[SOURCE RECORDS Boundary: Start]

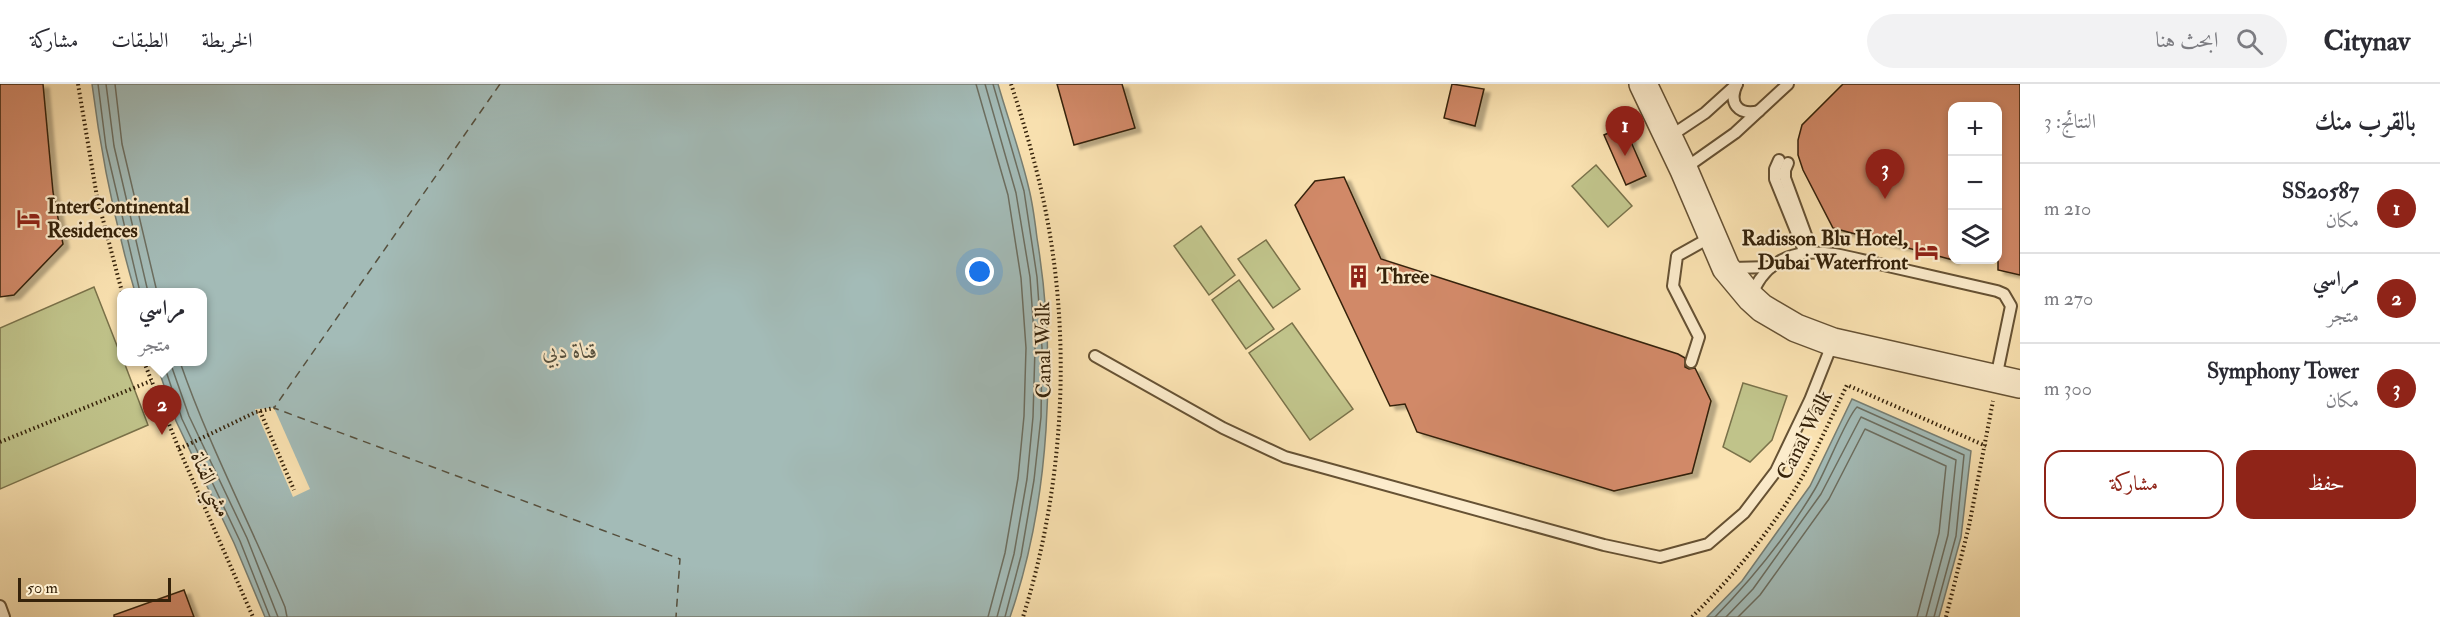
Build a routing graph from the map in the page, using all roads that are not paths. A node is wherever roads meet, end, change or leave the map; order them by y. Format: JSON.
{"nodes":[{"id":1,"x":1643,"y":84,"type":"edge"},
{"id":2,"x":1737,"y":84,"type":"edge"},
{"id":3,"x":1788,"y":84,"type":"edge"},
{"id":4,"x":1759,"y":111,"type":"junction"},
{"id":5,"x":1669,"y":138,"type":"junction"},
{"id":6,"x":1783,"y":162,"type":"dead end"},
{"id":7,"x":1684,"y":170,"type":"junction"},
{"id":8,"x":1712,"y":237,"type":"junction"},
{"id":9,"x":1808,"y":252,"type":"junction"},
{"id":10,"x":1771,"y":267,"type":"junction"},
{"id":11,"x":1726,"y":268,"type":"junction"},
{"id":12,"x":1750,"y":298,"type":"junction"},
{"id":13,"x":1833,"y":342,"type":"junction"},
{"id":14,"x":1095,"y":356,"type":"dead end"},
{"id":15,"x":1691,"y":362,"type":"dead end"},
{"id":16,"x":2008,"y":381,"type":"edge"},
{"id":17,"x":0,"y":606,"type":"edge"},
{"id":18,"x":4,"y":617,"type":"edge"}],
"edges":[{"from":1,"to":5,"type":"street"},
{"from":2,"to":4,"type":"lane"},
{"from":2,"to":5,"type":"lane"},
{"from":3,"to":4,"type":"lane"},
{"from":4,"to":7,"type":"lane"},
{"from":5,"to":7,"type":"street"},
{"from":6,"to":9,"type":"lane"},
{"from":7,"to":8,"type":"street"},
{"from":8,"to":11,"type":"street"},
{"from":8,"to":15,"type":"lane"},
{"from":9,"to":10,"type":"lane"},
{"from":9,"to":16,"type":"lane"},
{"from":10,"to":11,"type":"lane"},
{"from":10,"to":12,"type":"lane"},
{"from":11,"to":12,"type":"street"},
{"from":12,"to":13,"type":"street"},
{"from":13,"to":14,"type":"lane"},
{"from":13,"to":16,"type":"street"},
{"from":17,"to":18,"type":"lane"}]}
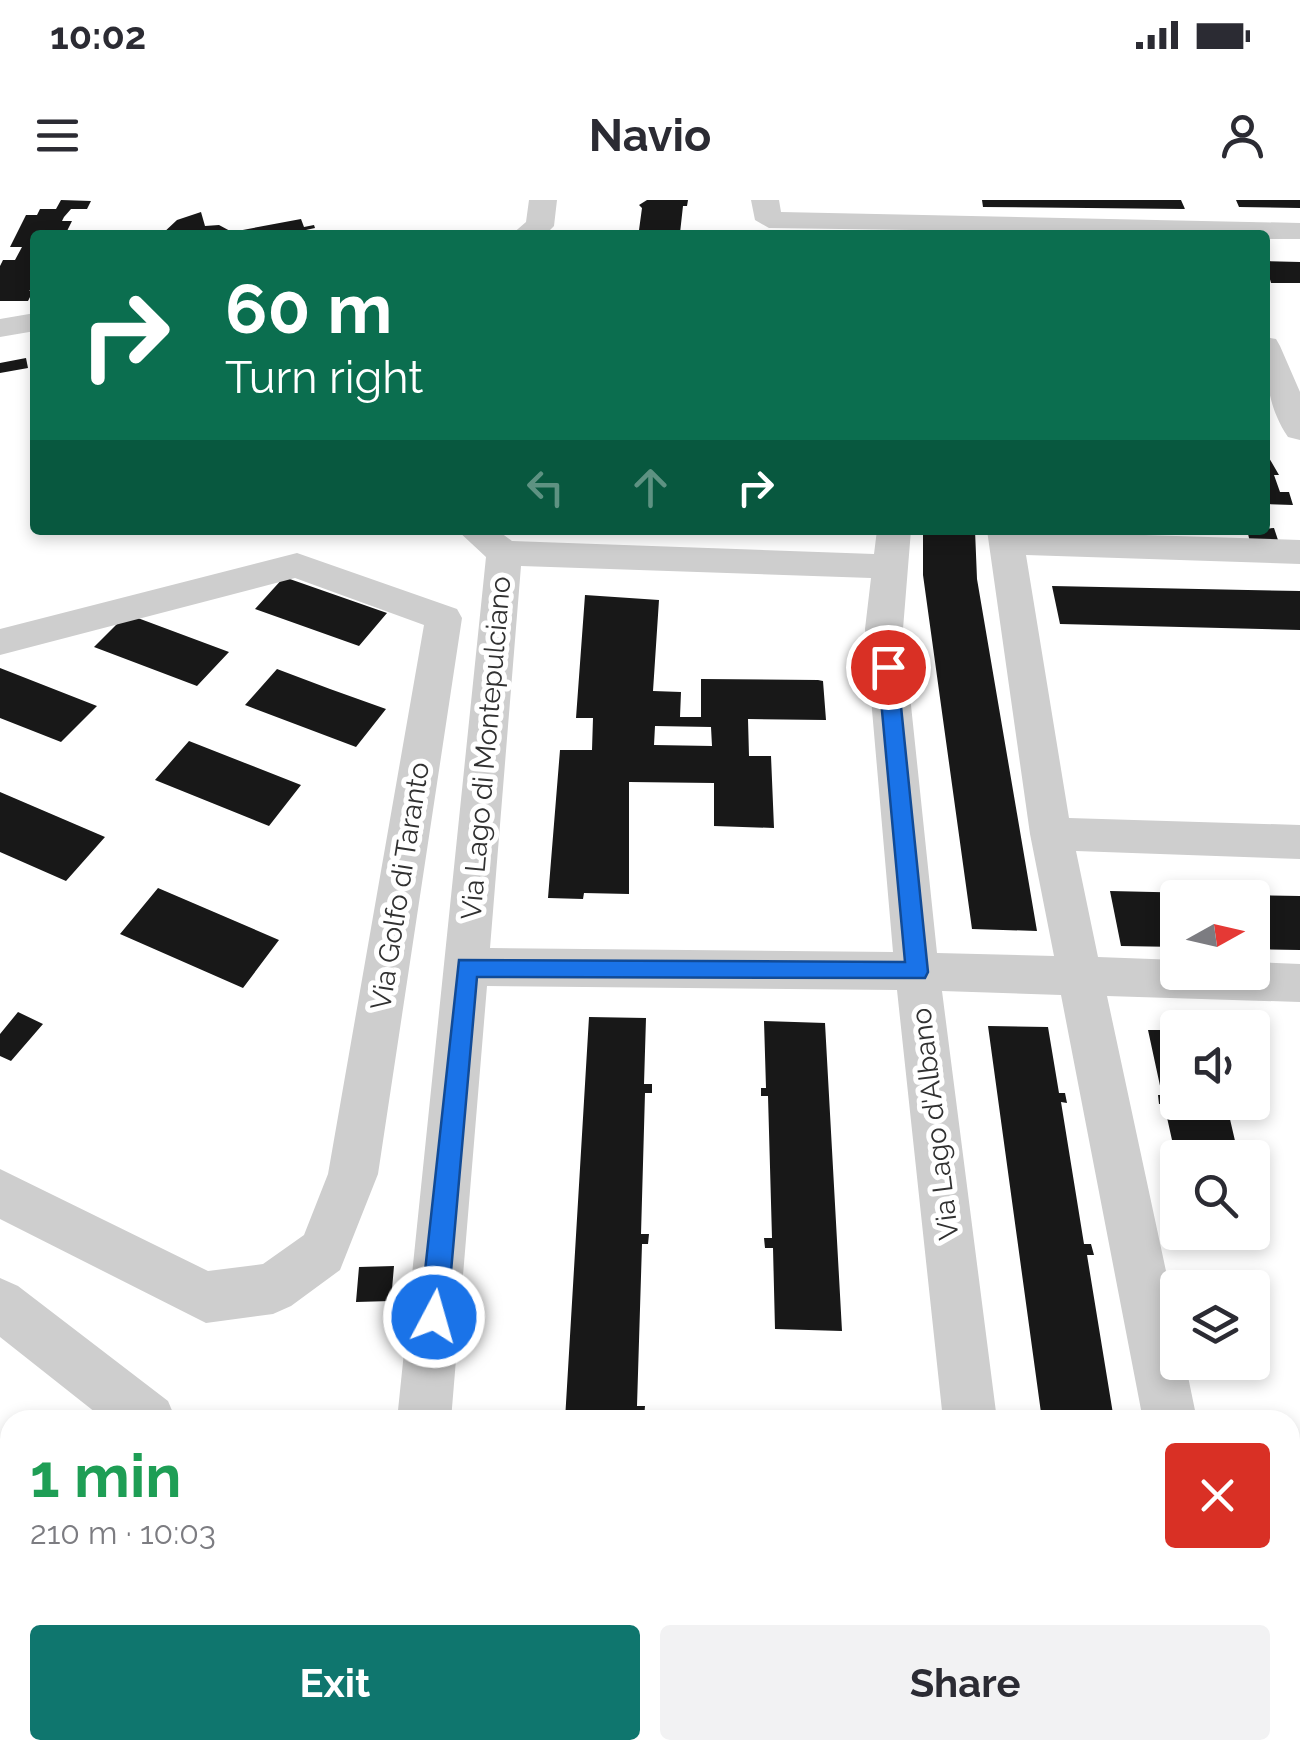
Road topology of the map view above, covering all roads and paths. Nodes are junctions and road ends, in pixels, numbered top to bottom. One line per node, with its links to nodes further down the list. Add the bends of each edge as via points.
1 (543, 200): 5 (street, via 540,226)
2 (1206, 200): 7 (street)
3 (767, 210): 4 (street)
4 (898, 220): 6 (street)
5 (533, 230)
6 (974, 230)
7 (1218, 230)
8 (1270, 231): 9 (street)
9 (1300, 231)
10 (30, 323): 11 (street)
11 (0, 328)
12 (1270, 358): 13 (street)
13 (1300, 430)
14 (1005, 537): 17 (street); 19 (street)
15 (489, 542): 16 (street, Via Lago di Montepulciano); 21 (street, Via Lago di Montepulciano)
16 (894, 549): 22 (street, Via Lago d'Albano, via 884,629)
17 (1300, 552)
18 (0, 642): 25 (street, Via Golfo di Taranto, via 297,564 444,618 353,1174 322,1252 273,1288 206,1297)
19 (1051, 834): 20 (street); 23 (street)
20 (1300, 842)
21 (467, 967): 22 (street); 28 (street, Via Lago di Montepulciano)
22 (917, 972): 23 (street); 29 (street, Via Lago d'Albano)
23 (1078, 975): 24 (street); 30 (street)
24 (1300, 982)
25 (0, 1193)
26 (0, 1304): 27 (street)
27 (136, 1410)
28 (425, 1410)
29 (969, 1410)
30 (1168, 1410)

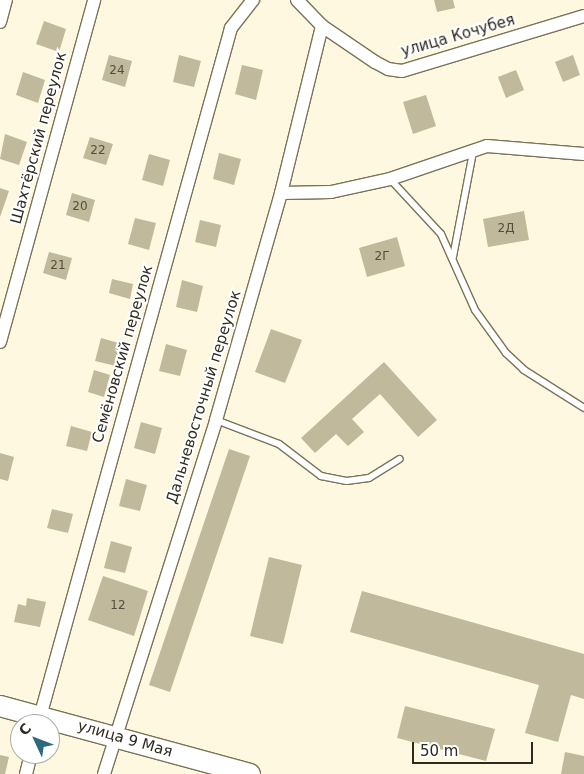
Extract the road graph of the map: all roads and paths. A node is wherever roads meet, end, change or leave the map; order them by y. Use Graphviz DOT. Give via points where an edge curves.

[SOURCE RECORDS Boundary: End]

ASSIGNMENT — Transcribe all of the material exactly, leaving out whatever pictures it contains.

RESULT BELOW —
Build a routing graph from the map in the page, using all roads that are not paths. A node is wherever roads meet, end, change or leave the map; order them by y. Format: JSON.
{"nodes":[{"id":1,"x":1643,"y":84,"type":"edge"},
{"id":2,"x":1737,"y":84,"type":"edge"},
{"id":3,"x":1788,"y":84,"type":"edge"},
{"id":4,"x":1759,"y":111,"type":"junction"},
{"id":5,"x":1669,"y":138,"type":"junction"},
{"id":6,"x":1783,"y":162,"type":"dead end"},
{"id":7,"x":1684,"y":170,"type":"junction"},
{"id":8,"x":1712,"y":237,"type":"junction"},
{"id":9,"x":1808,"y":252,"type":"junction"},
{"id":10,"x":1771,"y":267,"type":"junction"},
{"id":11,"x":1726,"y":268,"type":"junction"},
{"id":12,"x":1750,"y":298,"type":"junction"},
{"id":13,"x":1833,"y":342,"type":"junction"},
{"id":14,"x":1095,"y":356,"type":"dead end"},
{"id":15,"x":1691,"y":362,"type":"dead end"},
{"id":16,"x":2008,"y":381,"type":"edge"},
{"id":17,"x":0,"y":606,"type":"edge"},
{"id":18,"x":4,"y":617,"type":"edge"}],
"edges":[{"from":1,"to":5,"type":"street"},
{"from":2,"to":4,"type":"lane"},
{"from":2,"to":5,"type":"lane"},
{"from":3,"to":4,"type":"lane"},
{"from":4,"to":7,"type":"lane"},
{"from":5,"to":7,"type":"street"},
{"from":6,"to":9,"type":"lane"},
{"from":7,"to":8,"type":"street"},
{"from":8,"to":11,"type":"street"},
{"from":8,"to":15,"type":"lane"},
{"from":9,"to":10,"type":"lane"},
{"from":9,"to":16,"type":"lane"},
{"from":10,"to":11,"type":"lane"},
{"from":10,"to":12,"type":"lane"},
{"from":11,"to":12,"type":"street"},
{"from":12,"to":13,"type":"street"},
{"from":13,"to":14,"type":"lane"},
{"from":13,"to":16,"type":"street"},
{"from":17,"to":18,"type":"lane"}]}
Road topology of the map view above, covering all roads and paths. Nodes are junctions and road ends, in pixels, numbered top to bottom. One line per node, with its links to nodes further down the list. Add the bends of each edge as via points.
1 (543, 200): 5 (street, via 540,226)
2 (1206, 200): 7 (street)
3 (767, 210): 4 (street)
4 (898, 220): 6 (street)
5 (533, 230)
6 (974, 230)
7 (1218, 230)
8 (1270, 231): 9 (street)
9 (1300, 231)
10 (30, 323): 11 (street)
11 (0, 328)
12 (1270, 358): 13 (street)
13 (1300, 430)
14 (1005, 537): 17 (street); 19 (street)
15 (489, 542): 16 (street, Via Lago di Montepulciano); 21 (street, Via Lago di Montepulciano)
16 (894, 549): 22 (street, Via Lago d'Albano, via 884,629)
17 (1300, 552)
18 (0, 642): 25 (street, Via Golfo di Taranto, via 297,564 444,618 353,1174 322,1252 273,1288 206,1297)
19 (1051, 834): 20 (street); 23 (street)
20 (1300, 842)
21 (467, 967): 22 (street); 28 (street, Via Lago di Montepulciano)
22 (917, 972): 23 (street); 29 (street, Via Lago d'Albano)
23 (1078, 975): 24 (street); 30 (street)
24 (1300, 982)
25 (0, 1193)
26 (0, 1304): 27 (street)
27 (136, 1410)
28 (425, 1410)
29 (969, 1410)
30 (1168, 1410)

Extract the road graph of the map: all roads and paths. A node is wherever roads meet, end, change or leave the map; order them by y. Use Graphviz DOT. Give via points where an edge curves.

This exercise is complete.